7) Always Include a Link to the Web Version
Many ESPs will enable you to create a web-based version of your email. Include this link in your email send. That way, if the images or anything else isn't rendering properly for your recipients, they can easily click over to the web-based version and see exactly what you intended.
8) Test Emails Using Different Email Clients, Mobile Devices & Browsers
The best way to understand how different browsers, email clients, and mobile devices interpret your HTML email is to see for yourself! To save yourself the trouble of testing every single email send, test a few options once, and then create a template to use for each email you send using the winning version.
Tips for Crafting Plain Text Versions of Email
1) Keep the Copy the Same as Your HTML Version
Remember we mentioned that having no plain text version of your HTML email is a signal to SPAM filters that your email is ... well ... SPAM? The same holds true for plain text emails with copy that is much different than its HTML version. Avoid using your plain text copy to simply direct recipients to the web-based version of your email or visit a certain page on your website.

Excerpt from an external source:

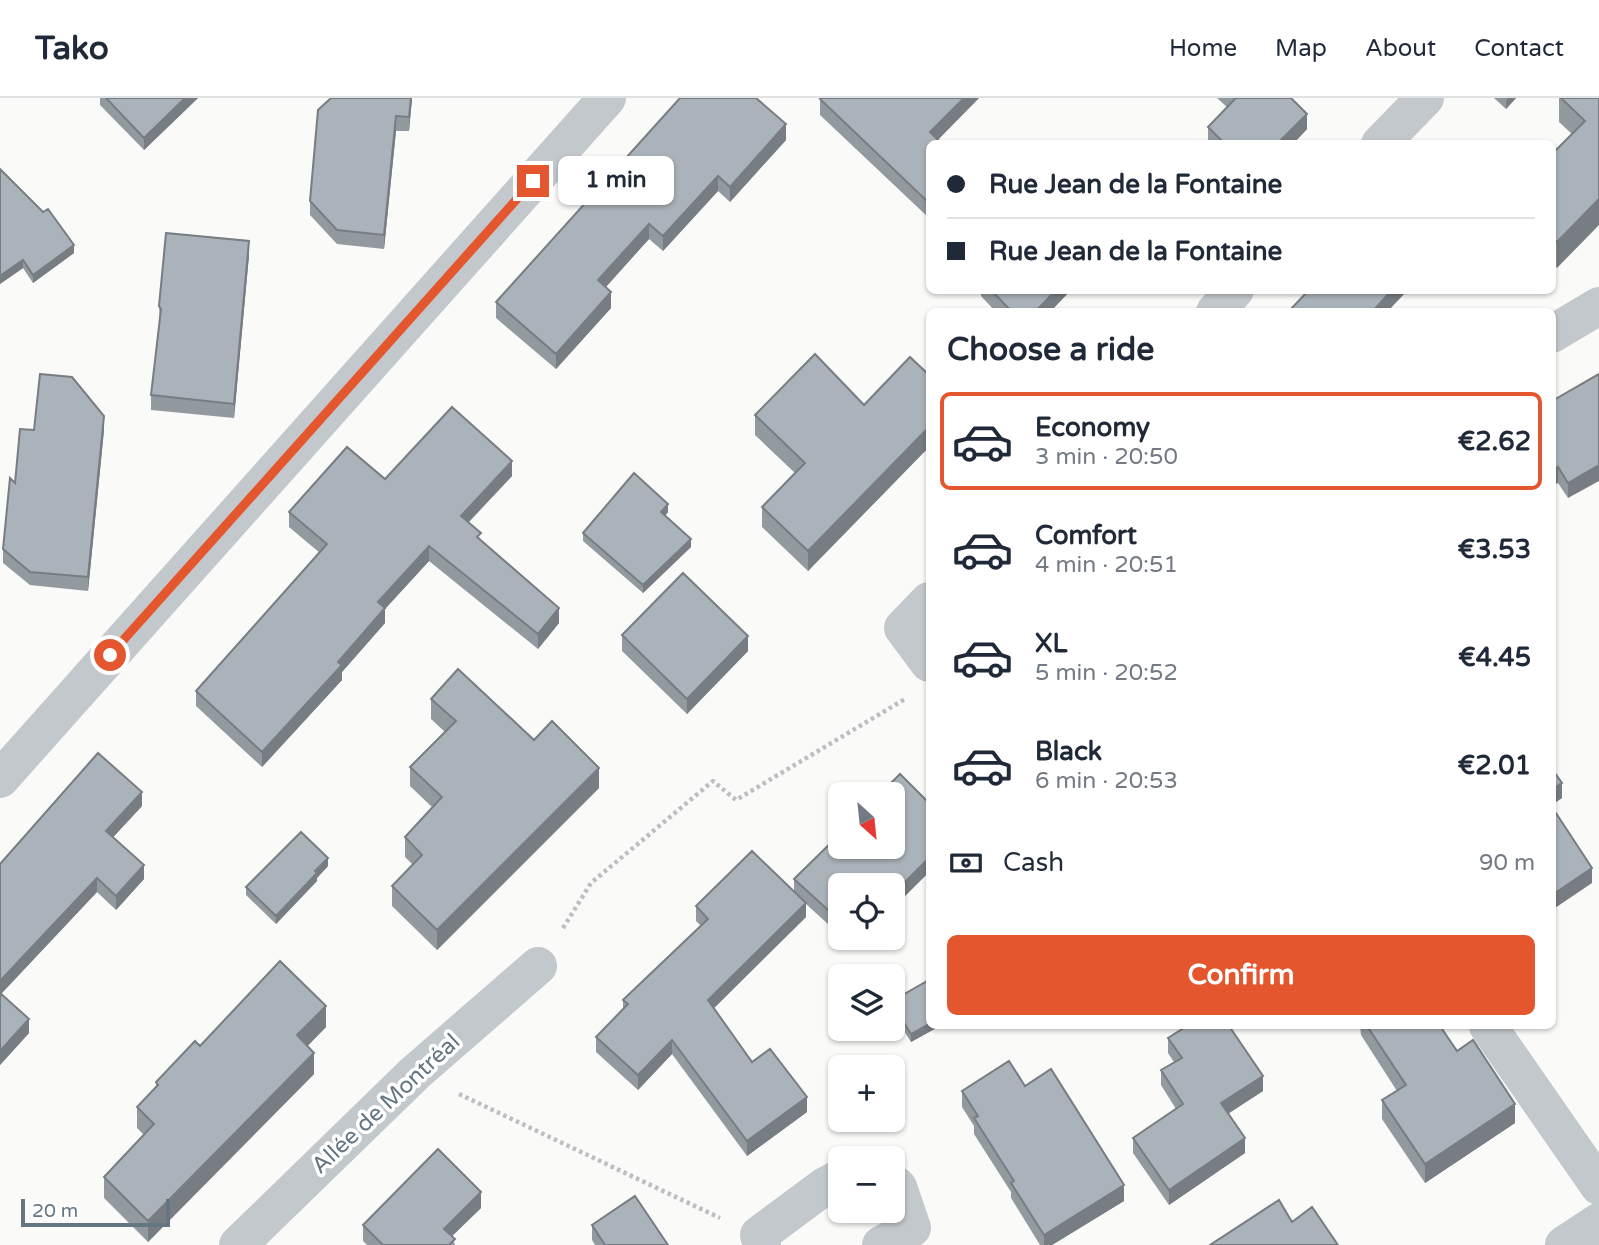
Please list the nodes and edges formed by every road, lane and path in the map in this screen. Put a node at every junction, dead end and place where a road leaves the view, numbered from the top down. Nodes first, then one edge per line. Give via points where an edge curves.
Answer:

2) Create Compelling Email Copy
Sure, a picture is worth a thousand words, but pictures aren't exactly an option in plain text emails, are they? In plain text emails, words are more important than ever, so take the time to craft compelling email copy for both your HTML and plain text versions of your emails. Lucky you, we recently published a comprehensive blog post on how to create compelling email marketing copy. Check it out!
3) Don't Overdo it With Links (And Shorten Them!)
Wherever you included anchor text links in the HTML version of your email, you'll need to include the full URL in parentheses in your plain text version. Therefore, an HTML email littered with links will easily translate into a long and messy-looking plain text email. And while some email clients will end up hyperlinking the full URL in recipients' inboxes -- even for plain text (see our plain text HubSpot email example earlier in the post) -- those that don't will require subscribers to copy/paste the URL into their browser, which isn't exactly very user friendly. So keep the links in your email to a minimum, and consider limiting the messy look by creating shortened URLs using a service like Bitly.
4) Consider Using All Caps in Headers
Because formatting elements such as bolded text, italics, headers, etc. that you'd use to emphasize important text in your HTML emails won't display in plain text versions, consider using techniques such as all caps for things like headers to help you highlight important parts of your email or to separate sections from one another.
5) Use Bullet Points
Another way to separate blocks of text or highlight important points is by using bullet points. Just as with HTML emails, this can be accomplished with asterisks (*) or dashes (—).
Are you giving your HTML and plain text emails the attention they deserve? What other tips would you add to these lists?